TORFOU (19 SEPTEMBRE 1793), UNE VICTOIRE VENDÉENNE
Août 1793. La guerre fait rage en Vendée depuis six mois déjà. Les troupes républicaines ont subi d’importantes défaites face aux chefs vendéens charismatiques et entreprenants. La République aux abois décide d’y envoyer une troupe d’élite : l’armée de Mayence, commandée par le général Jean-Baptiste Annibal Aubert-Dubayet. Cette armée venait de capituler à Mayence à la suite d’une résistance opiniâtre. Le traité ayant stipulé qu’elle ne pouvait plus combattre les troupes de la coalition, c’est sur un théâtre intérieur qu’elle allait prouver sa valeur. Ses premiers pas en Vendée sont marqués par quelques succès. Par quel miracle cette armée, composée de soldats aguerris, devait-elle passer à l’histoire sous le surnom dérisoire de « l’armée de faïence » ?
Les Vendéens étant insaisissables, Aubert-Dubayet morcelle ses troupes en plusieurs détachements qu’il charge de découvrir l’ennemi et de le battre. L’objectif opérationnel est la ville de Mortagne où se trouve le grand parc d’artillerie vendéenne. Le général Jean-Baptiste Kléber commande l’avant-garde de l’armée de Mayence. Il doit longer la rive droite de la Sèvre (nantaise) et faire sa jonction avec le général Jean-Michel Beysser qui, lui, stationne à Montaigu. Kléber et Beysser marcheraient sur Mortagne une fois réunis.
La bataille
Il est 5 heures du matin ce 19 septembre 1793 quand le général Kléber, accompagné de son état-major ainsi que du représentant du peuple aux armées Antoine Merlin de Thionville, sort du château de Clisson pour rejoindre l’avant-garde de l’armée de Mayence, forte d’environ 3 000 hommes, quatre canons et deux obusiers. Après avoir passé cette troupe en revue, Kléber donne l’ordre au chef de brigade Jean Fortuné Bouin de Marigny de marcher en tête en direction de Gétigné, Boussay et Torfou. Après Gétigné, la progression est lente. Les pluies des jours précédents ont transformé les chemins encaissés en bourbier et les ruisseaux ont grossi. Kléber est inquiet : la campagne est déserte et il n’a pas de guide. Peu avant le village de Boussay, le chemin se sépare en deux ; celui de gauche passe au nord de Boussay, celui de droite traverse le village. Kléber prend celui de gauche et détache Bouin de Marigny sur le chemin de droite afin d’assurer son flanc droit et ses arrières. Faute d’ennemis, la traversée de Boussay se fait sans encombre et l’avant-garde se réunit à nouveau en vue de Torfou.

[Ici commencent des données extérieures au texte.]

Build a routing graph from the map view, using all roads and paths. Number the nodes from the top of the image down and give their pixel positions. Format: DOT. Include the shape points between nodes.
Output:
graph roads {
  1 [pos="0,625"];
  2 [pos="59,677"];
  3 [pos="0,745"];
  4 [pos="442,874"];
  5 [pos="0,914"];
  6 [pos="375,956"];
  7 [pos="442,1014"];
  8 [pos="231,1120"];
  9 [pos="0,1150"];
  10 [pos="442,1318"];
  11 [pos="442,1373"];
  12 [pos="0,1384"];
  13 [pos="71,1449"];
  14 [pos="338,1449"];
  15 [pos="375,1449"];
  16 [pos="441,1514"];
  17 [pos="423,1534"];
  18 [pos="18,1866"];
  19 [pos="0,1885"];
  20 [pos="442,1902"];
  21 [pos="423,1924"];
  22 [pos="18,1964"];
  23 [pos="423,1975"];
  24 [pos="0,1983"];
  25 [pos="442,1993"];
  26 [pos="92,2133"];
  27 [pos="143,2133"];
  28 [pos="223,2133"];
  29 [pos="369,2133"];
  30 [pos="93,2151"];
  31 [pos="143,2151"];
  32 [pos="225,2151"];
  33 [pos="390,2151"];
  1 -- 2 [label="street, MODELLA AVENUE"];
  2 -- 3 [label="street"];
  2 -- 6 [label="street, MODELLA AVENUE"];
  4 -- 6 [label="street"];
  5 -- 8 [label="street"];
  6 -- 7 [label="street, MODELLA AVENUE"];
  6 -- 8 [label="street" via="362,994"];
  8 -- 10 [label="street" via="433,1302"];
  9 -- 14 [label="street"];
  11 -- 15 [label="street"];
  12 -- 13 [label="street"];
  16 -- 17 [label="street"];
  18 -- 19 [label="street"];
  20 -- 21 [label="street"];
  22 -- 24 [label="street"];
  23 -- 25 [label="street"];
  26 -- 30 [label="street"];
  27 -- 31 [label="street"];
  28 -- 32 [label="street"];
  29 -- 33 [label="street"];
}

Plan de la bataille d'après l'ouvrage "La Guerre de Vendée" d'Auguste Billaud. La position des troupes est approximative. © Collection privée.
Le village est posé sur une hauteur ; le chemin qui y mène est très étroit, franchissant le ruisseau du Bon-Débit par un petit pont de pierre. Kléber décide d’envoyer quatre éclaireurs à l’assaut de cette hauteur, mais ils sont foudroyés par une vive fusillade qui tue trois d’entre eux. Les Vendéens sont maîtres du village. Aussitôt Kléber envoie ses chasseurs à cheval, suivis de l’infanterie. Un bataillon de grenadiers attaque le village par la droite, un autre par la gauche. Bouin de Marigny et ses chasseurs de la légion des Francs s’engagent par le chemin qui monte à l’église. Aidés de l’artillerie, et notamment des deux obusiers, les républicains mettent le feu au clocher et à plusieurs maisons environnantes. Débordés, les Vendéens sont obligés d’abandonner Torfou et retraitent vers le village de Tiffauges, célèbre pour son château médiéval ayant appartenu à Gilles de Rais, compagnon d’armes de Jeanne d’Arc plus connu sous le surnom de Barbe bleue.
Maître de Torfou, Kléber voit enfin l’ennemi tant recherché. Toute la Grande armée catholique et royale est alignée en ordre de bataille, étendards déployés au vent. L’armée du Bas-Poitou, forte de 10 000 « paydrets », que commande le chevalier François Athanase Charette de la Contrie, est adossée à la Sèvre et au village de Tiffauges. A sa droite, Louis de Salgues de Lescure avec l’armée du Poitou et le généralissime Maurice Joseph Louis Gigost d’Elbée avec l’armée d’Anjou. Ces deux armées, fortes d’environ 25 000 hommes, sont en bataille, gardant le carrefour que forme la grand-route de Tiffauges à Cholet avec le chemin sortant de Torfou en direction de Mortagne.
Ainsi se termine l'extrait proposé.